There’s something I observed, and learned the hard way myself, in my travels around the world. Working out the class background of somebody is extremely difficult if you’re not from their culture. I can pick out a British chav in seconds simply by the clothes, habits, and vocabulary. I’ve learned to do it with Russians too, but that took some time. Otherwise, if I’m honest, I have no idea who’s who when I first encounter them. This poses a problem for men turning up in Thailand, for example. They have no idea that the girl they met in the bar is actually a peasant from the jungle on the Cambodian border who grew up in hut and has four years of schooling. Middle-class Thai women exist, but they don’t mingle with foreigners on holidays and sure as hell don’t dance on tables in bars in Pattaya and go home with some fat fuck on the back of a scooter.
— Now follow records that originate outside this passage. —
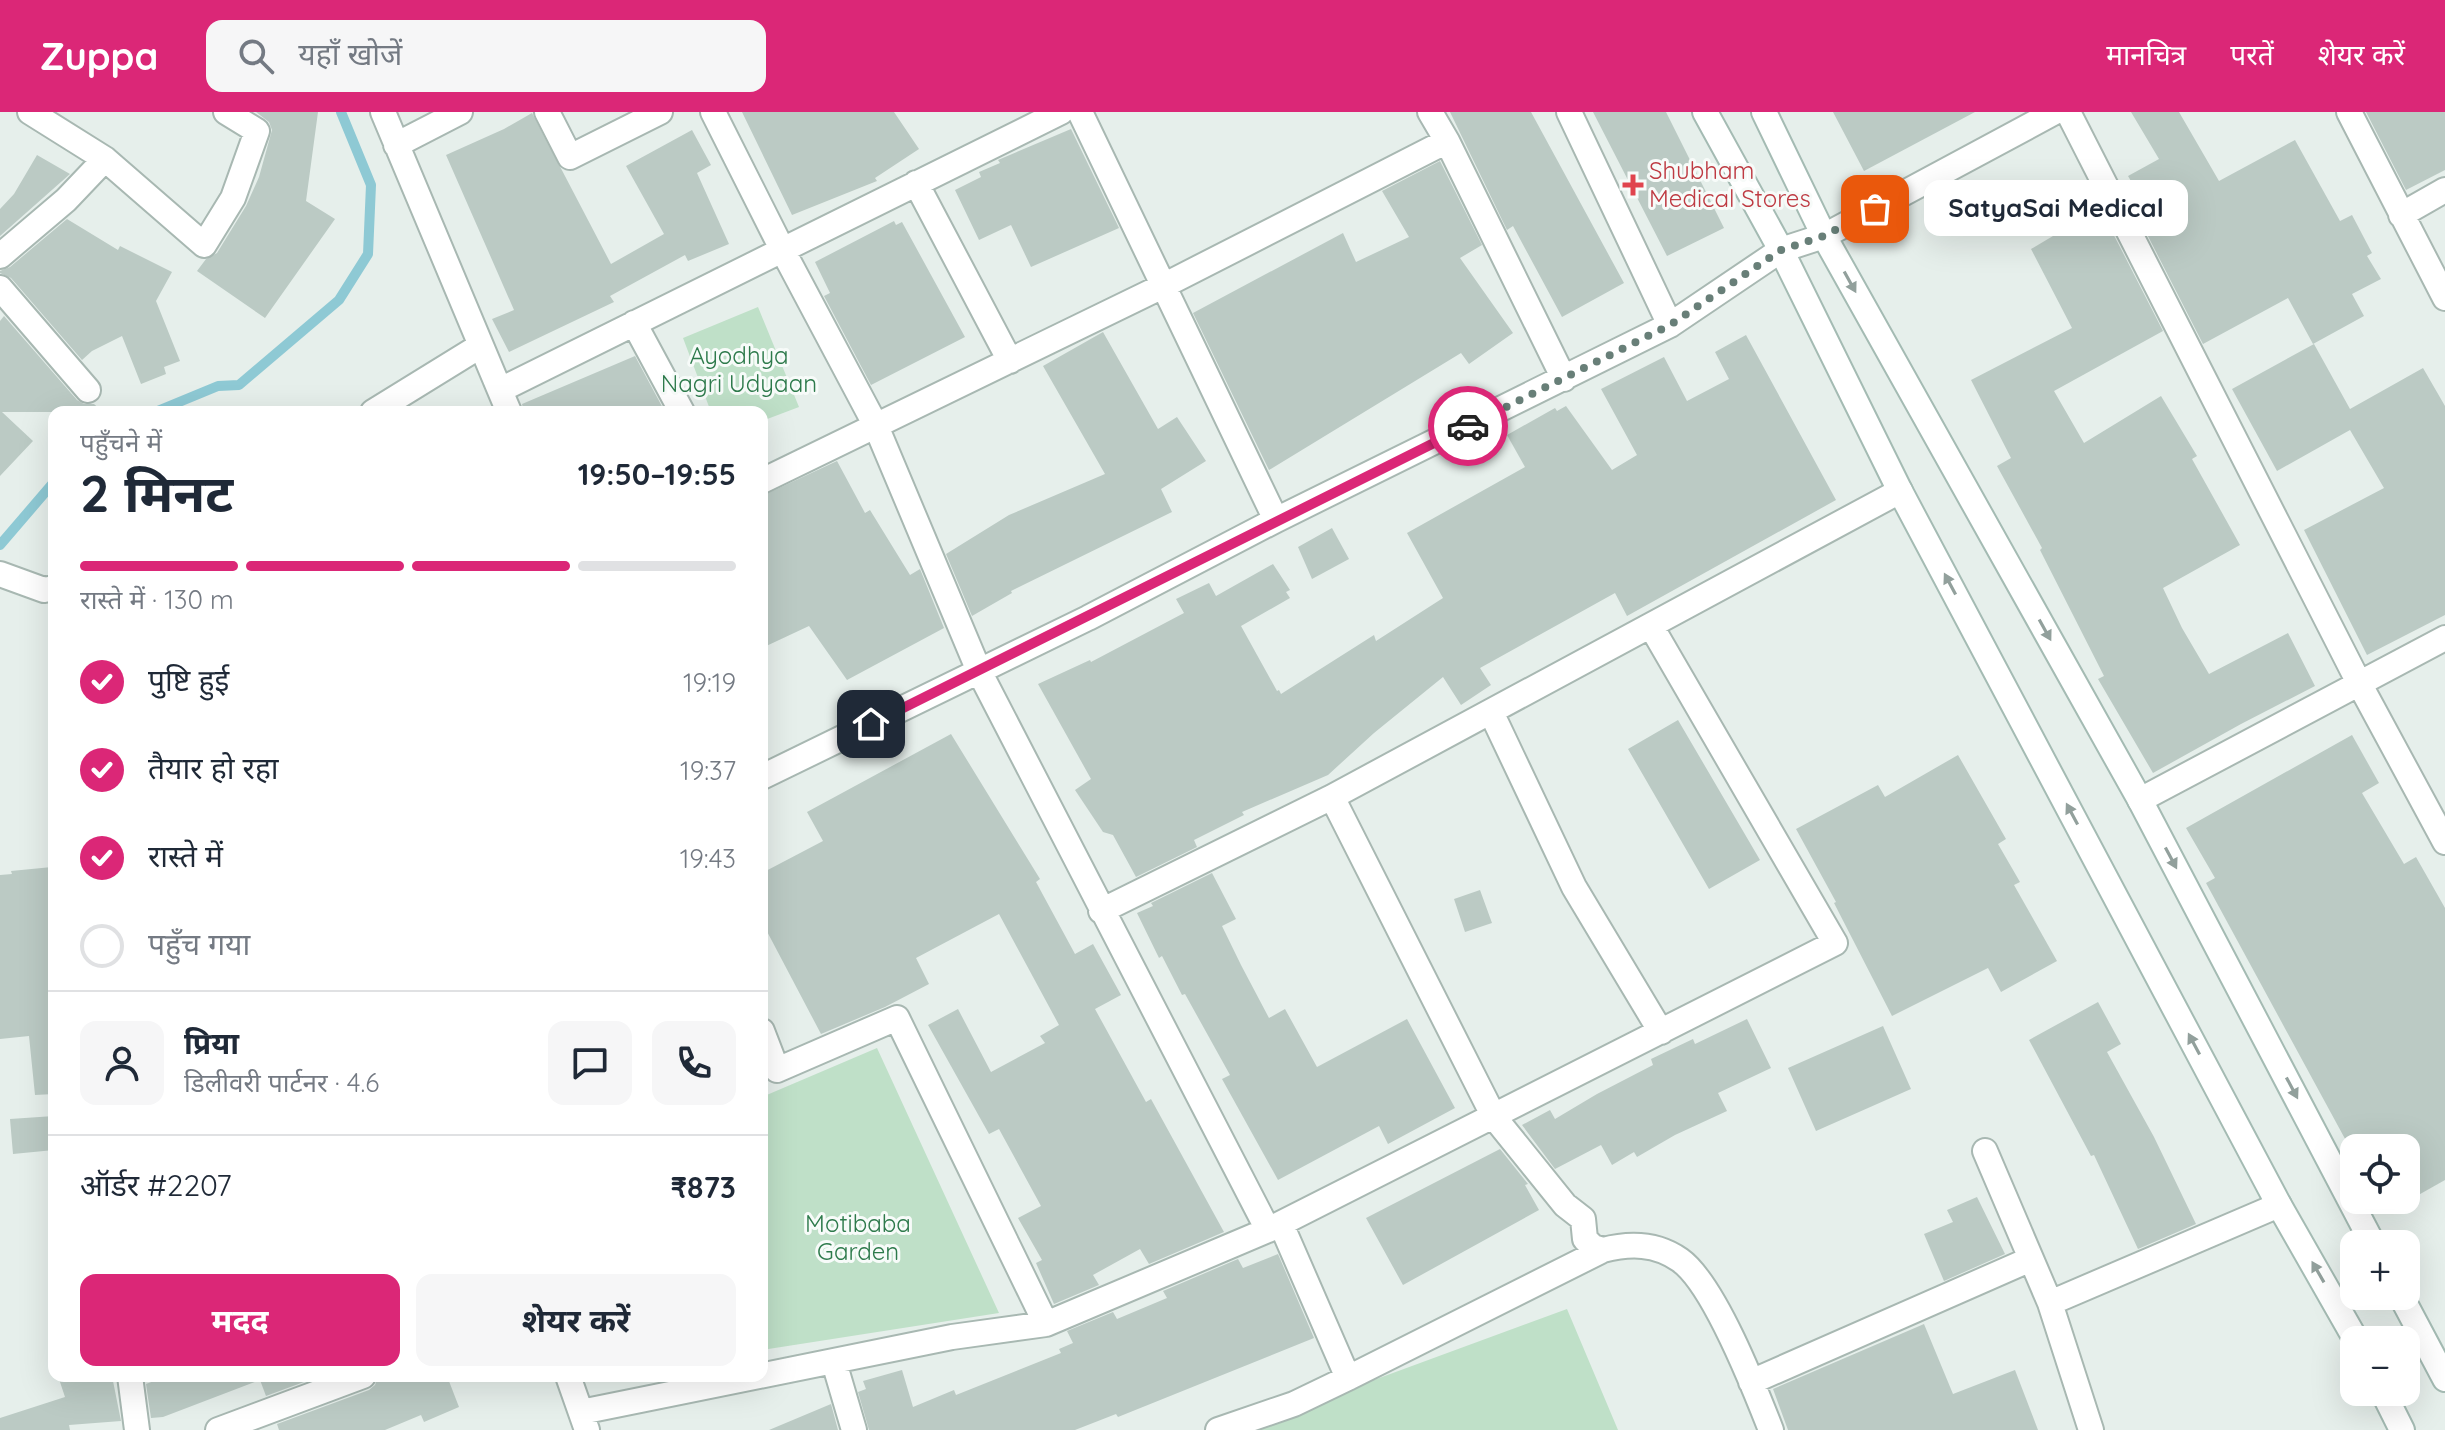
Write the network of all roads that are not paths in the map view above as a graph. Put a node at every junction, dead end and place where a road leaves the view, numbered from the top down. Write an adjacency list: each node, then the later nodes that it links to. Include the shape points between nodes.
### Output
1 (30, 112): 19 (street)
2 (226, 112): 19 (street, via 257,131 233,198 204,245)
3 (383, 112): 18 (street)
4 (460, 112): 18 (street)
5 (547, 112): 6 (street, via 570,157)
6 (660, 112)
7 (713, 112): 24 (street)
8 (1061, 112): 20 (street)
9 (1080, 112): 27 (street)
10 (1430, 112): 17 (street)
11 (1569, 112): 31 (street)
12 (1705, 112): 25 (street)
13 (1764, 112): 23 (street)
14 (2055, 112): 23 (street)
15 (2068, 112): 48 (street)
16 (2349, 112): 22 (street)
17 (1447, 141): 27 (street); 34 (street)
18 (396, 145): 32 (street)
19 (105, 159): 26 (street)
20 (916, 183): 24 (street); 33 (street)
21 (2445, 190): 22 (street)
22 (2401, 215): 29 (street)
23 (1824, 236): 25 (street); 52 (street, one-way to 52)
24 (782, 249): 30 (street); 39 (street)
25 (1781, 250): 31 (street); 41 (street)
26 (0, 256)
27 (1165, 285): 33 (street); 42 (street)
28 (0, 288): 35 (street)
29 (2445, 298)
30 (634, 323): 36 (street); 38 (street)
31 (1670, 325): 34 (street)
32 (480, 346): 36 (street); 37 (street)
33 (1010, 361): 39 (street)
34 (1564, 379): 42 (street)
35 (88, 390)
36 (504, 401)
37 (383, 406)
38 (679, 406)
39 (876, 426): 40 (street); 47 (street)
40 (768, 478)
41 (1900, 491): 45 (street); 59 (street, one-way to 41)
42 (1276, 520): 47 (street)
43 (0, 574): 44 (street)
44 (48, 589)
45 (1651, 626): 49 (street); 55 (street, via 1835,943)
46 (2445, 638): 48 (street)
47 (979, 671): 50 (street); 54 (street)
48 (2359, 683): 52 (street); 53 (street)
49 (1491, 712): 51 (street); 55 (street, via 1574,887)
50 (768, 774)
51 (1332, 797): 54 (street); 57 (street)
52 (2140, 800): 61 (street, one-way to 61)
53 (2445, 842)
54 (1101, 911): 60 (street)
55 (1661, 1032): 57 (street)
56 (768, 1047): 66 (street, via 777,1070 897,1018)
57 (1494, 1117): 60 (street); 62 (street, via 1565,1205 1583,1219 1585,1239)
58 (1985, 1151): 63 (street)
59 (2279, 1205): 64 (street); 67 (street, one-way to 59)
60 (1274, 1227): 66 (street); 70 (street)
61 (2366, 1230)
62 (1603, 1250): 70 (street); 76 (street, via 1627,1244 1654,1247 1681,1261 1705,1287)
63 (2031, 1259): 64 (street); 76 (street)
64 (2050, 1303): 84 (street)
65 (2408, 1310): 71 (street)
66 (1046, 1324): 68 (street)
67 (2348, 1326)
68 (834, 1362): 69 (street); 81 (street)
69 (768, 1378)
70 (1348, 1378): 82 (street, via 1294,1404)
71 (2445, 1379)
72 (131, 1382): 79 (street)
73 (347, 1382): 80 (street)
74 (570, 1382): 78 (street)
75 (749, 1382): 78 (street)
76 (1751, 1382): 83 (street)
77 (2390, 1406): 85 (street)
78 (584, 1421)
79 (137, 1430)
80 (218, 1430)
81 (854, 1430)
82 (1218, 1430)
83 (1771, 1430)
84 (2091, 1430)
85 (2402, 1430)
A lot of the guys who turned up in Sakhalin didn’t realise the pretty, seemingly-classy women they fell in love with spoke a rough version of Russian littered with profanity and grammatical errors – something which would mark them out as lower-class in Moscow and Saint Petersburg.
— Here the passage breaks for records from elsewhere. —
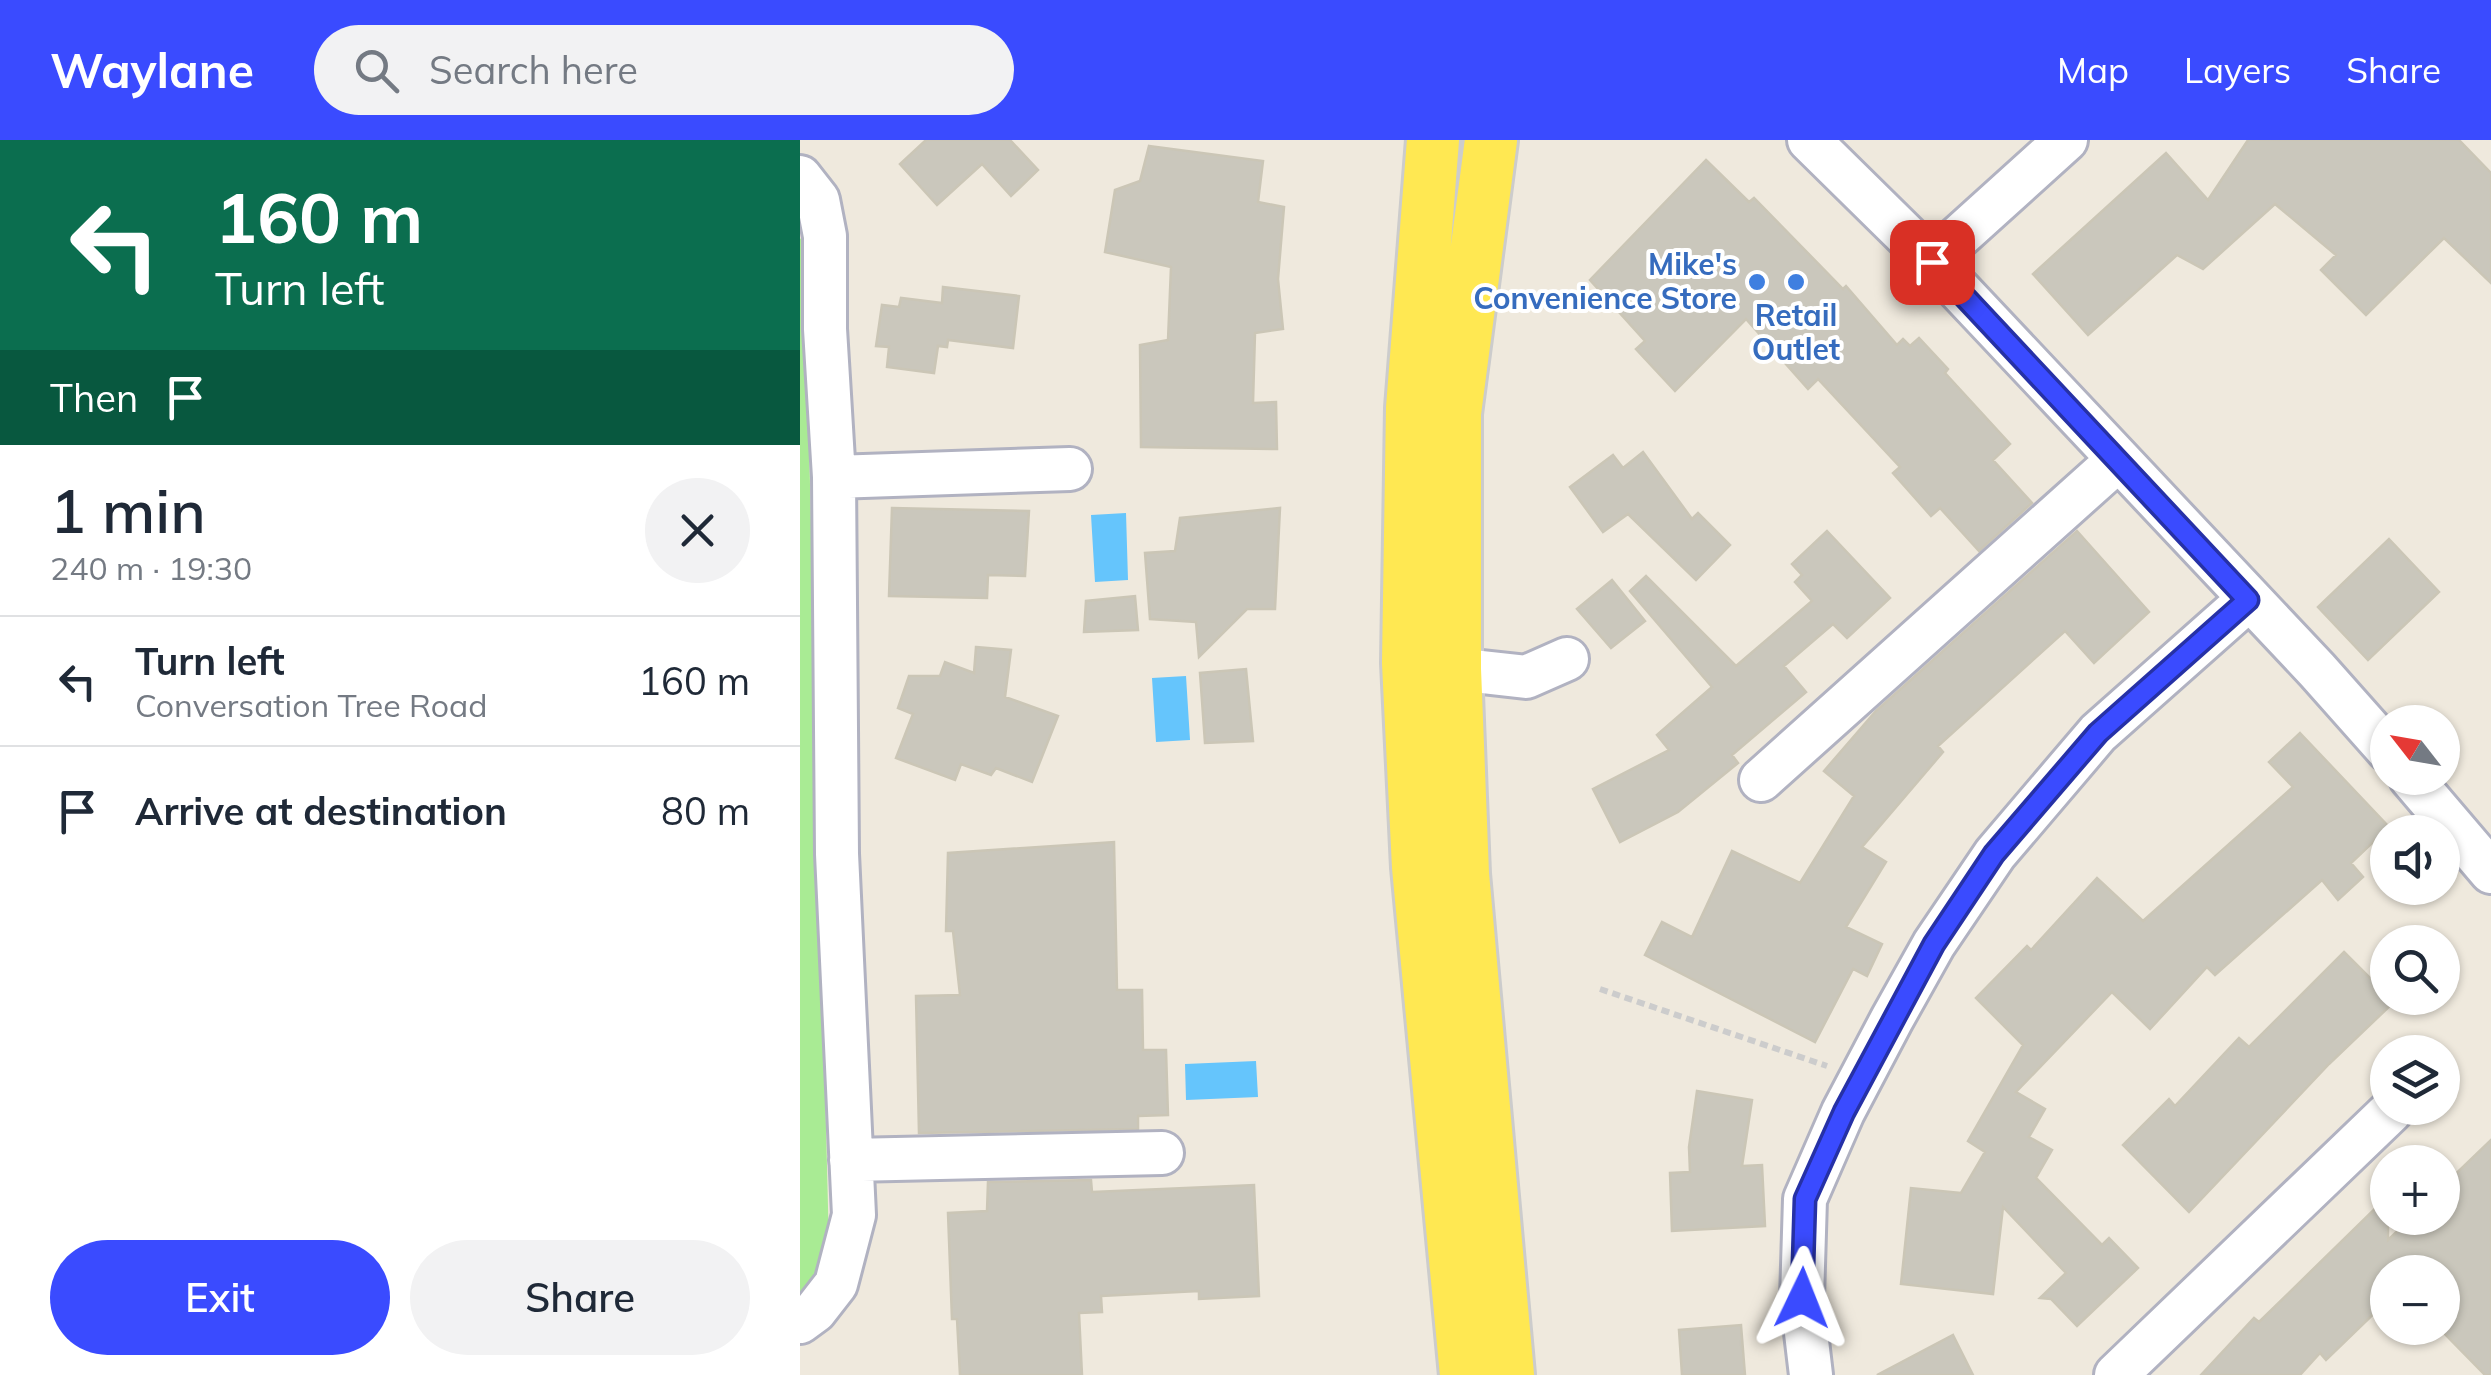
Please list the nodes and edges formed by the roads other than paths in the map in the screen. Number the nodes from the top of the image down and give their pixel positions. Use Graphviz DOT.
graph roads {
  1 [pos="808,140"];
  2 [pos="1433,140"];
  3 [pos="1491,140"];
  4 [pos="1808,140"];
  5 [pos="2066,140"];
  6 [pos="800,162"];
  7 [pos="800,176"];
  8 [pos="1932,262"];
  9 [pos="2118,460"];
  10 [pos="1070,468"];
  11 [pos="834,477"];
  12 [pos="2248,600"];
  13 [pos="1567,659"];
  14 [pos="1455,669"];
  15 [pos="2370,730"];
  16 [pos="1761,780"];
  17 [pos="2425,795"];
  18 [pos="2491,872"];
  19 [pos="2375,1125"];
  20 [pos="1162,1153"];
  21 [pos="851,1160"];
  22 [pos="800,1322"];
  23 [pos="1466,1375"];
  24 [pos="1508,1375"];
  25 [pos="1811,1375"];
  26 [pos="2116,1375"];
  1 -- 6 [label="street"];
  2 -- 23 [label="main road"];
  3 -- 14 [label="main road"];
  4 -- 8 [label="street"];
  5 -- 8 [label="street"];
  7 -- 11 [label="street"];
  8 -- 9 [label="street"];
  9 -- 12 [label="street"];
  9 -- 16 [label="street"];
  10 -- 11 [label="street"];
  11 -- 21 [label="street"];
  12 -- 15 [label="street"];
  12 -- 25 [label="street"];
  13 -- 14 [label="street"];
  14 -- 24 [label="main road"];
  17 -- 18 [label="street"];
  19 -- 26 [label="street"];
  20 -- 21 [label="street"];
  21 -- 22 [label="street"];
}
When I was in Lagos I had a colleague who was British-Nigerian, and he’d married a British-Nigerian woman. She came out to visit for a while and joined us at the pool in the Eko Hotel. There’s a bar area next to it which is a favourite spot for the local prostitutes to pick up expats, and my colleague’s wife saw this and her eyes went wide. What stunned her was that these western men were talking and canoodling with absolute, low-grade peasant women, the types ordinary Nigerians stay well clear of. Being a middle-class Nigerian she could see what class of women they were, but the expat men couldn’t. She was still talking about how shocked she was when she came to leave two weeks later. Similarly, my well-educated and middle-class Turkish friend is absolutely astounded by the willingness of British and Russian women to sleep with Turkish barmen, waiters, and boatmen who come from remote villages in the country’s east and can barely read, write, and hold cutlery. These women would never in a million years be interested in some villager from their own countries, but faced with a swarthy foreigner they can’t pick his class and are blinded by the exoticism. The same was true for the girls who dated Lebanese men in Dubai.

This is all a very long-winded prelude to my comments on this story:

Police in Lebanon investigating the murder of a British woman who worked at the UK embassy in Beirut have arrested a man, a source has said.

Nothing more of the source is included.